Thursday, October 1, 2020

Francesco Cavalli, Il Giasone (1649)

I think from now on I'm going to include DVD cover images with these reviews where applicable. Make the blog a little more visually...something. "Dynamic" might be pushing it.

Supposedly, according to various articles on the internet that may or may not all stem from one claim that may or may not be in any way factual, this was the most popular opera of the seventeenth century. Quite a claim. This would be based on number of performances, but I have a hard time seeing how that can possibly be verified. Still! They say that, so it's probably worth seeing. I mean, it's Cavalli, so it's probably going to be worth seeing anyway. I don't need an excuse. But...I don't know how I was going to finish this sentence.

It's...well, based on the story of Jason and Medea. Sort of. Very, very sort of. It never ceases to amuse me how little respect people in baroque times had for classical mythology. Sure, it varied: Cavalli's La Didone, in spite of the grafted-on happy ending, basically takes the drama seriously; L'Orfeo is very, very solemn; and Charpentier's Medée is a grimmer, more mythologically-grounded take on the same material here --but people of the time were extremely willing to just travesty the shit out of this material. And I love them for it!

SO ANYWAY. It's very busy, with characters constantly dashing on and off-stage; it would take forever to provide more than a basic plot outline: Jason and Medea are in love, in theory. But Jason is already married and already has children with Hypsipyle, the queen of Lemnos, and she wants him back so she sends her servant Orestes to find him. There's also Aegeus (Theseus' father?), who apparently had a thing with Medea in the past and is still in love with her. And there's Aegeus' comedy servant, the stammering Demo. Ultimately, Hypsipyle finds Jason and demands that he return to her, but he's vacillating around like a big dope. Medea is pissed at this and demands that he kill Hypsipyle. He doesn't want to get his hands dirty, but it's cool if one of his men does it, so he orders her to go meet with his captain, Besso and say a specific thing to him, and he orders Besso to fling whoever says this to him in the ocean. However, instead Medea comes, says the specific thing, and gets thrown in the ocean, only to be saved by Aegeus. Now she's in love with him again (and sorry for trying to get her rival murdered). So Jason is ordered to return to Hypsipyle, which he does, and everyone's happy. And that's that. Also, did I mention that there's a horny old nursemaid? That's a character type that Cavalli is extremely fond of.

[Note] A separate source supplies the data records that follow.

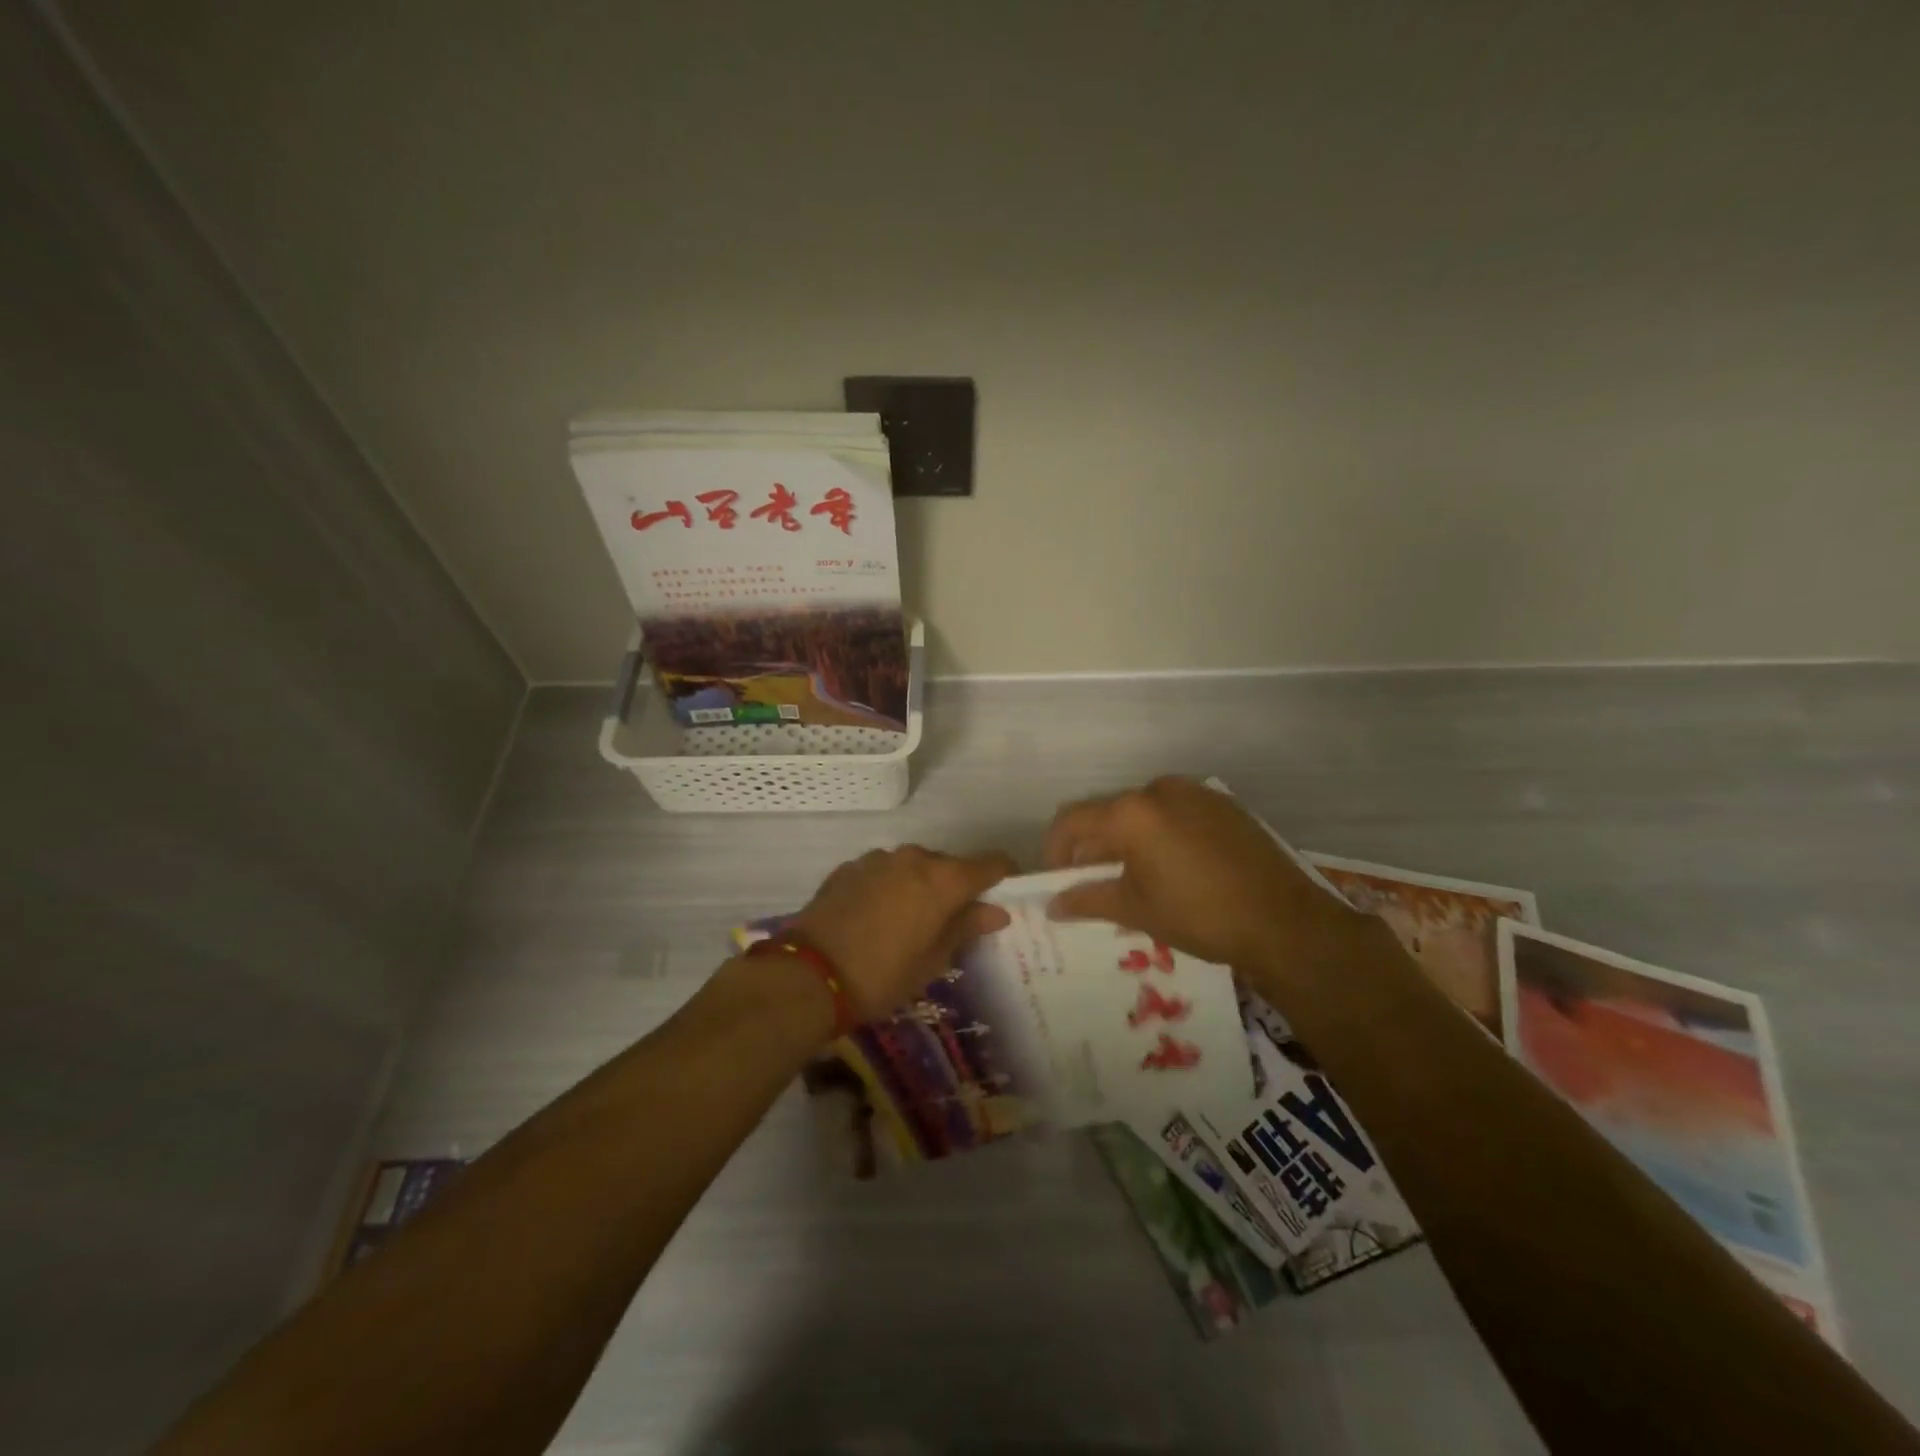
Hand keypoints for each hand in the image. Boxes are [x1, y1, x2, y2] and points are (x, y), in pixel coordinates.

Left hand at [792, 846, 1015, 1019]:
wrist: (809, 975)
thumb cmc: (883, 975)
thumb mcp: (933, 960)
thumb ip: (966, 927)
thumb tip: (996, 911)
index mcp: (943, 879)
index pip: (990, 864)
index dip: (1003, 876)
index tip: (1005, 895)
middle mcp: (913, 857)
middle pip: (949, 865)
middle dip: (957, 888)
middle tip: (952, 922)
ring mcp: (878, 859)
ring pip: (913, 866)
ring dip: (920, 886)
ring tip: (910, 922)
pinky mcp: (849, 868)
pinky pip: (883, 872)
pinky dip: (890, 887)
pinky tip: (877, 917)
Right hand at [1042, 776, 1367, 975]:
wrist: (1285, 922)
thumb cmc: (1200, 916)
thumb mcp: (1136, 909)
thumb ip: (1087, 899)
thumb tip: (1052, 904)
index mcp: (1132, 812)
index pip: (1072, 821)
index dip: (1055, 850)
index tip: (1058, 881)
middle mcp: (1159, 789)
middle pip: (1107, 812)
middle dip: (1092, 846)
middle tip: (1094, 883)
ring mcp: (1196, 793)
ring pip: (1142, 811)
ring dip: (1127, 839)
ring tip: (1135, 877)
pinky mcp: (1223, 805)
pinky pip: (1175, 812)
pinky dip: (1160, 833)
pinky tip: (1174, 867)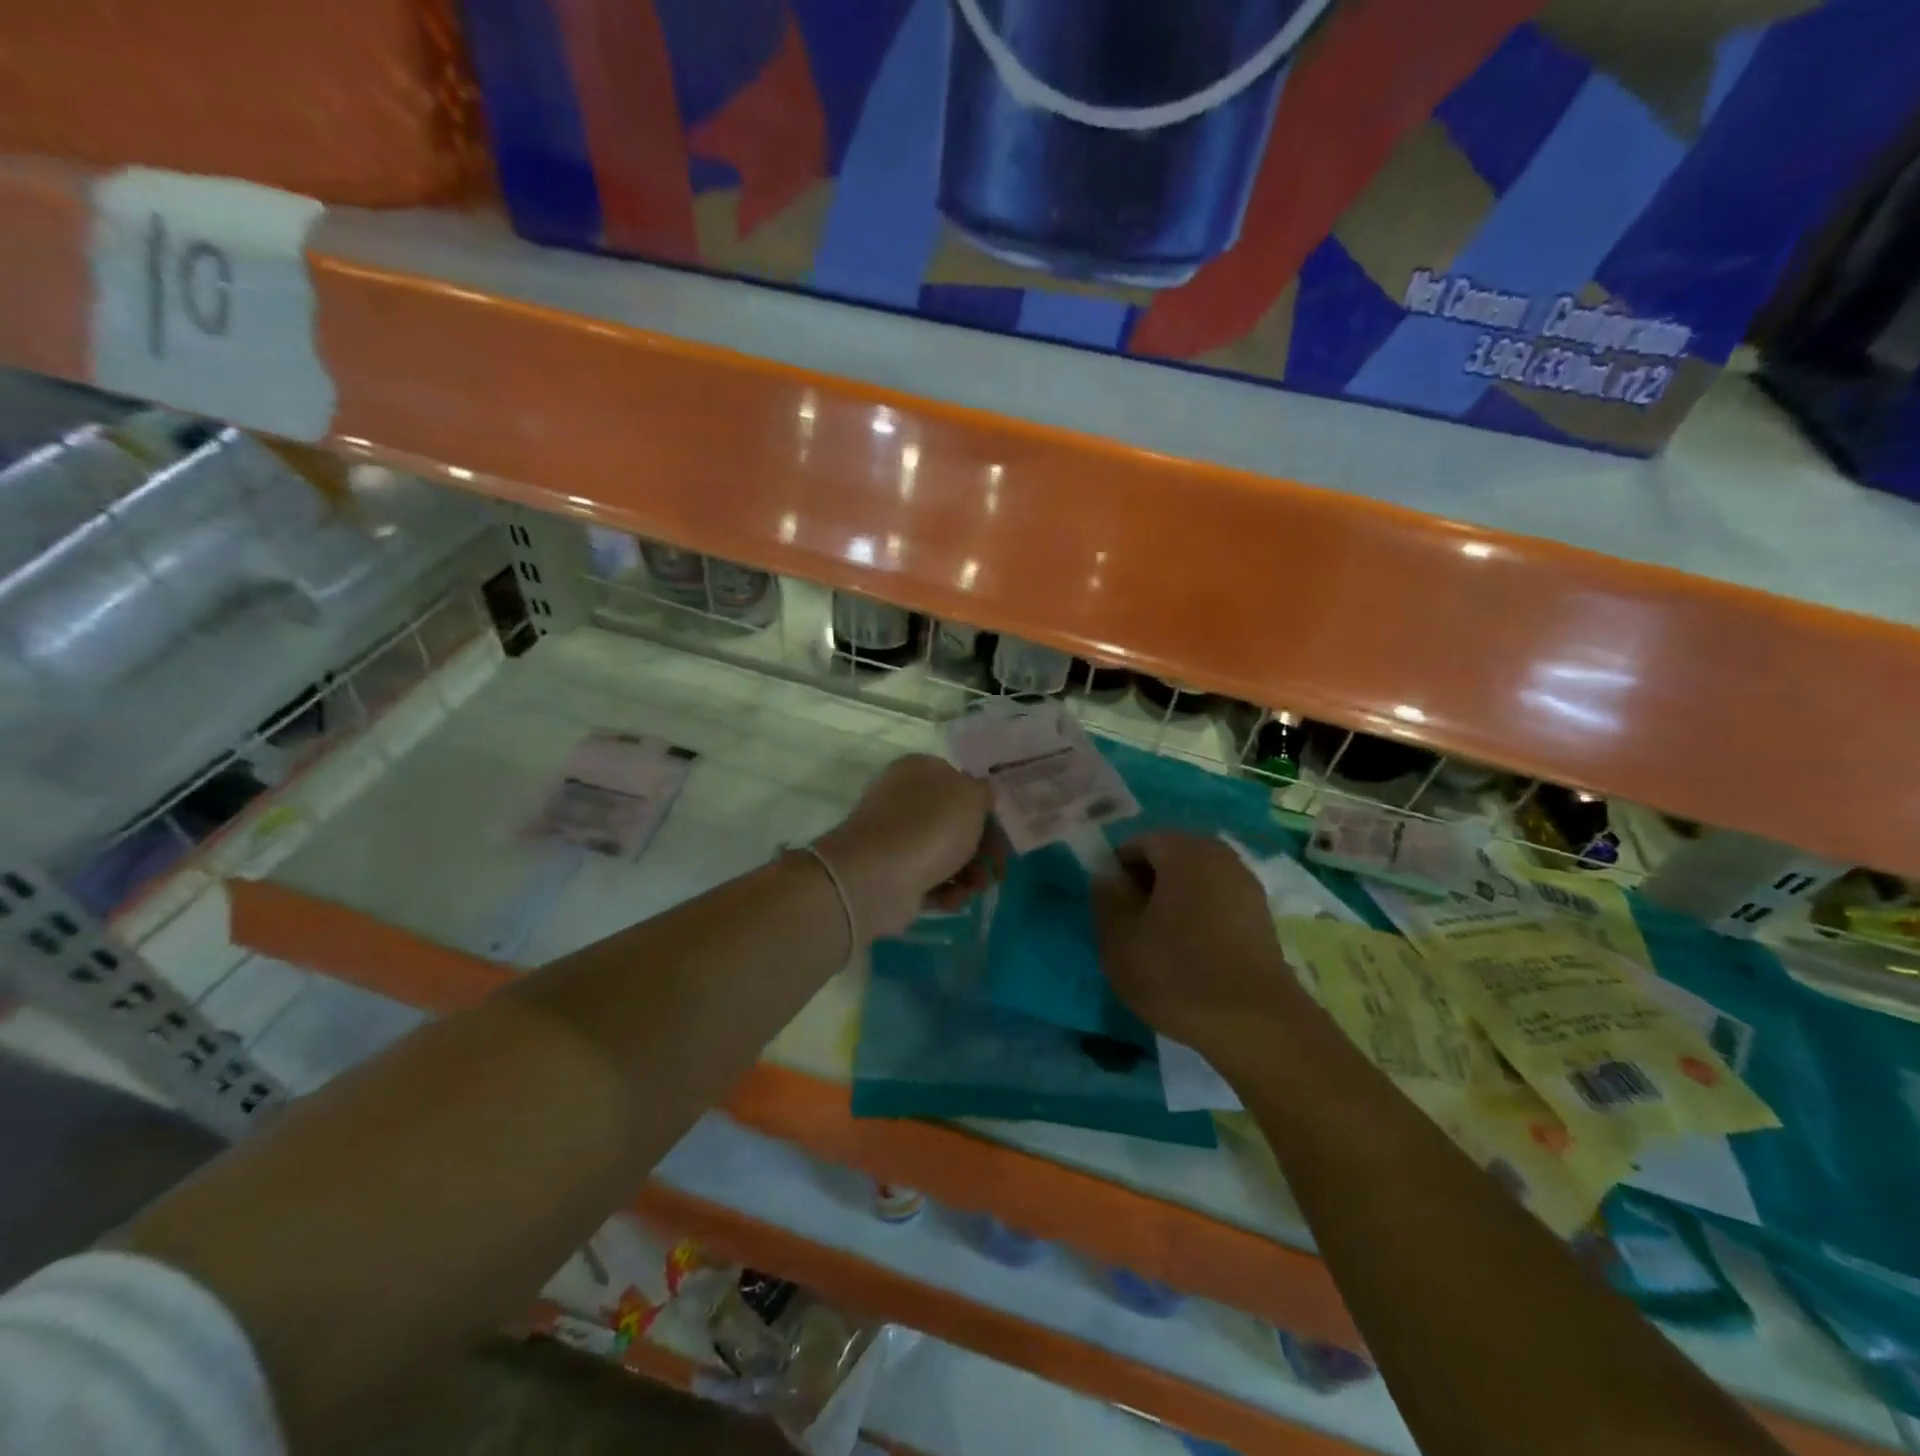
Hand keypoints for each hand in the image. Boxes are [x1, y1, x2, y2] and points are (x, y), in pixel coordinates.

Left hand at [815, 755, 1003, 938]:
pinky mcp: (894, 874)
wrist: (877, 877)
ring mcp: (897, 838)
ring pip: (946, 854)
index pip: (959, 782)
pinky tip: (951, 898)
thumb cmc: (930, 826)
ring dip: (970, 873)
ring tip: (976, 887)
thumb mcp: (971, 796)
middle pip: (956, 822)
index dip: (984, 806)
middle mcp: (904, 800)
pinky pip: (930, 880)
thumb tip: (982, 795)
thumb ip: (984, 792)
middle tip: (998, 868)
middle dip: (983, 847)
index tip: (1004, 829)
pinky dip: (946, 891)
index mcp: (919, 770)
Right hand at [1092, 832, 1307, 1066]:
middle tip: (1130, 925)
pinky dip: (1199, 917)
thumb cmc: (1178, 973)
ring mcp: (1247, 885)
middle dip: (1146, 884)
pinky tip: (1190, 954)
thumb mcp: (1120, 940)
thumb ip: (1107, 900)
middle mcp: (1220, 856)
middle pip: (1171, 857)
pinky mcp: (1262, 917)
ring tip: (1158, 943)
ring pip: (1195, 881)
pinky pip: (1218, 902)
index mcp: (1184, 851)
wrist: (1257, 1024)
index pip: (1139, 842)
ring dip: (1173, 902)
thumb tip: (1107, 877)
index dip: (1117, 871)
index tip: (1109, 907)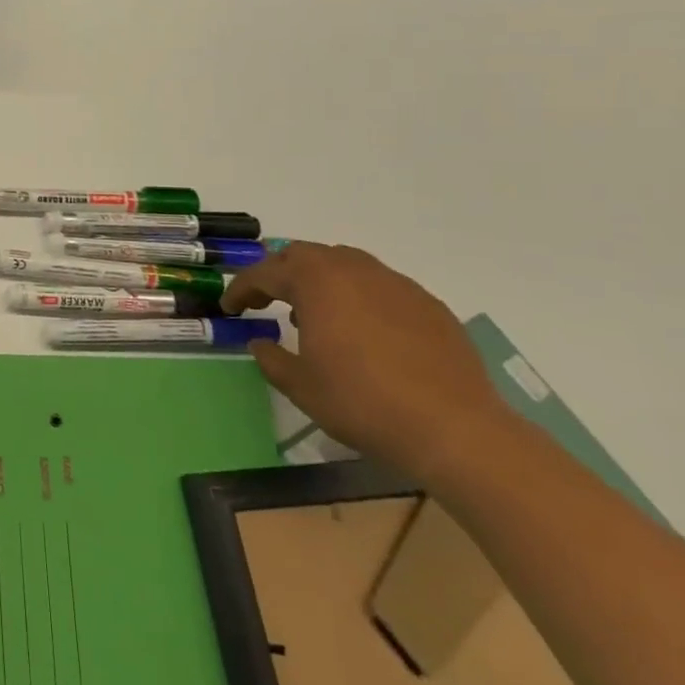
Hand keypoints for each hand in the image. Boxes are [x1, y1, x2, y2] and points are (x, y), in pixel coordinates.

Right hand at [223, 242, 515, 482]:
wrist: (455, 430)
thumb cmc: (363, 403)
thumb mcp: (300, 386)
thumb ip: (271, 359)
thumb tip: (261, 343)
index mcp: (317, 283)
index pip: (265, 273)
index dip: (241, 288)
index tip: (229, 308)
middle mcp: (354, 271)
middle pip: (305, 255)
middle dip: (279, 273)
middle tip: (266, 300)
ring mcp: (396, 284)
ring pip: (345, 264)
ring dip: (320, 281)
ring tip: (314, 314)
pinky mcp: (428, 305)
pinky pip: (380, 286)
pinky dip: (358, 297)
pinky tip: (362, 331)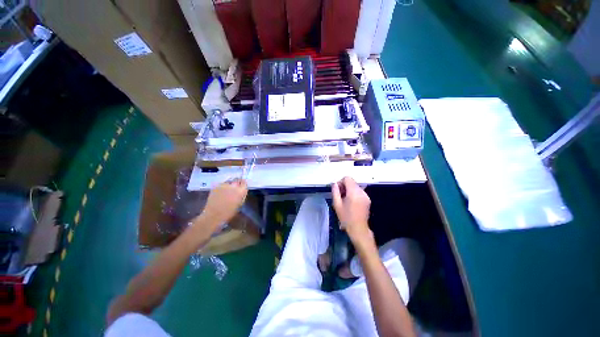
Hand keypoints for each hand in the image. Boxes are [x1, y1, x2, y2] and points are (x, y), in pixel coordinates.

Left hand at [200, 178, 247, 229]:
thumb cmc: (229, 212)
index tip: (242, 186)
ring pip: (229, 181)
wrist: (213, 215)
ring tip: (226, 190)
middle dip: (236, 183)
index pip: (244, 182)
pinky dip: (222, 187)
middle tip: (234, 188)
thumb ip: (242, 195)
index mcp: (241, 191)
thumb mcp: (240, 204)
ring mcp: (224, 185)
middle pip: (237, 180)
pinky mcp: (216, 186)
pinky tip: (220, 192)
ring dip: (229, 185)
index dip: (243, 184)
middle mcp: (233, 186)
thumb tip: (242, 190)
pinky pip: (221, 184)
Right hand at [332, 177, 371, 243]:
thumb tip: (334, 184)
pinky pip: (359, 191)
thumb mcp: (337, 204)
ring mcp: (366, 195)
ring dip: (349, 189)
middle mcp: (361, 192)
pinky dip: (354, 193)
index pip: (347, 178)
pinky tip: (351, 202)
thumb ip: (335, 192)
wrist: (358, 229)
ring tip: (345, 199)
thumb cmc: (346, 218)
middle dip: (345, 186)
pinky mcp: (368, 199)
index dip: (341, 182)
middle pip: (352, 182)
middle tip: (340, 195)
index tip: (338, 190)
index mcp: (353, 193)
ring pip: (355, 186)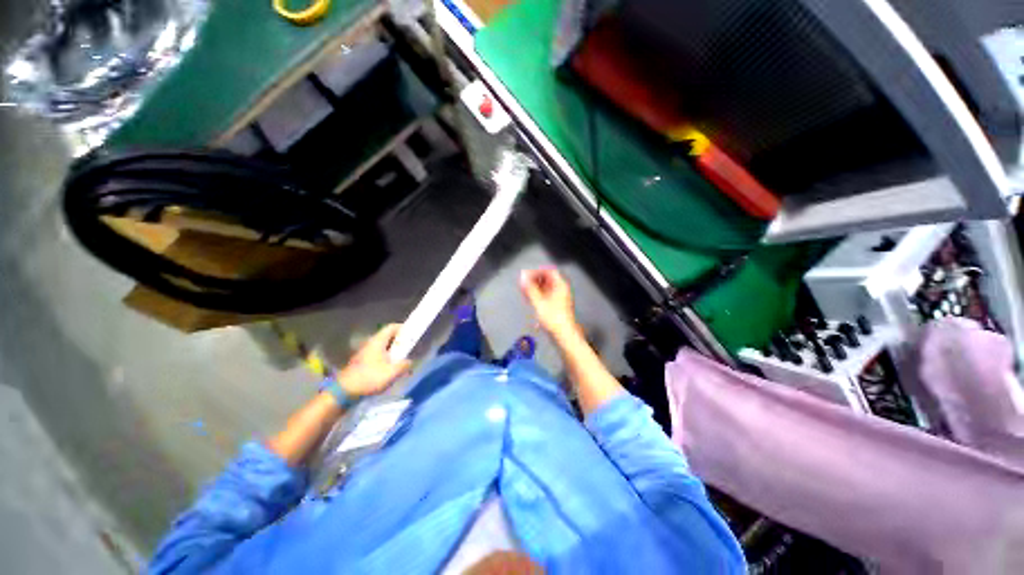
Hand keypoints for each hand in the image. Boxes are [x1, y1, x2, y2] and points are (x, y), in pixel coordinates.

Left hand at [336, 324, 411, 397]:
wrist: (344, 392)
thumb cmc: (369, 378)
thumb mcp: (392, 372)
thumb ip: (404, 365)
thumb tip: (410, 362)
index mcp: (378, 341)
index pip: (392, 327)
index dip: (404, 328)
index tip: (413, 334)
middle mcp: (371, 343)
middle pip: (389, 337)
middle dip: (400, 342)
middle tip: (409, 349)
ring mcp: (365, 353)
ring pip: (384, 347)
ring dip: (394, 352)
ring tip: (402, 361)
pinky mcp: (362, 362)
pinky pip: (378, 355)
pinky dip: (387, 358)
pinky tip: (390, 369)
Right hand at [519, 267, 578, 338]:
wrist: (564, 334)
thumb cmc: (553, 318)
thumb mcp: (539, 302)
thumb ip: (530, 289)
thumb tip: (523, 278)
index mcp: (560, 285)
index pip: (549, 271)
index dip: (536, 271)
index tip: (526, 275)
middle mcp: (562, 289)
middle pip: (547, 278)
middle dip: (535, 279)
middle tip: (524, 283)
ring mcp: (560, 297)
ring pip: (546, 287)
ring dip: (535, 288)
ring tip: (525, 291)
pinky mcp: (557, 305)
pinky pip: (547, 295)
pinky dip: (538, 295)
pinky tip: (530, 299)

I know that SOUNDS goofy, but I don't think it quite gets at how goofy it really is in the small details: Demo insisting that he drowned in the ocean and now he's dead and also he's swallowed a whale; Besso declaring that he won't drown Hypsipyle because "I only kill one queen per day;" Jason's sitcom-level efforts to placate both Medea and Hypsipyle--it makes me feel closer to our seventeenth-century forebears to realize that they had whimsical senses of humor like this.

There are actually two productions of this available on disc; the other, being I guess older, seems to be much more watched--it has a bunch of amazon reviews while this has none--but I was extremely happy with it. Goofy, sure, in a way that people complain about sometimes, sure, but it seemed to fit the general tone of the piece very well. A confident mixture of anachronistic setting and especially costuming, with Hypsipyle (pictured on the DVD cover) and her attendants dressed in 1920s chic lugging steamer trunks around; the Argonauts looking like some kind of mixture of bikers and black-clad secret service people, with Ercole himself (of course Hercules is a character here; you know he's always hanging around) as a huge-muscled Hell's Angels type; and Cupid (another singing character) as a person in a somewhat terrifying giant, anatomically correct Cupid costume. It's pretty darned nutty, in all, but in a way that brings me delight in great measure.

Is it the best opera of the seventeenth century? Well...hard to say, really. Not necessarily, but it IS super-good, and if we have to choose one, hell, I guess we could go with this, while recognizing that it's necessarily at least a somewhat arbitrary distinction.

This is what I watched instead of the Presidential debate, by the way. This was self-evidently the correct choice. I don't know what you people were expecting.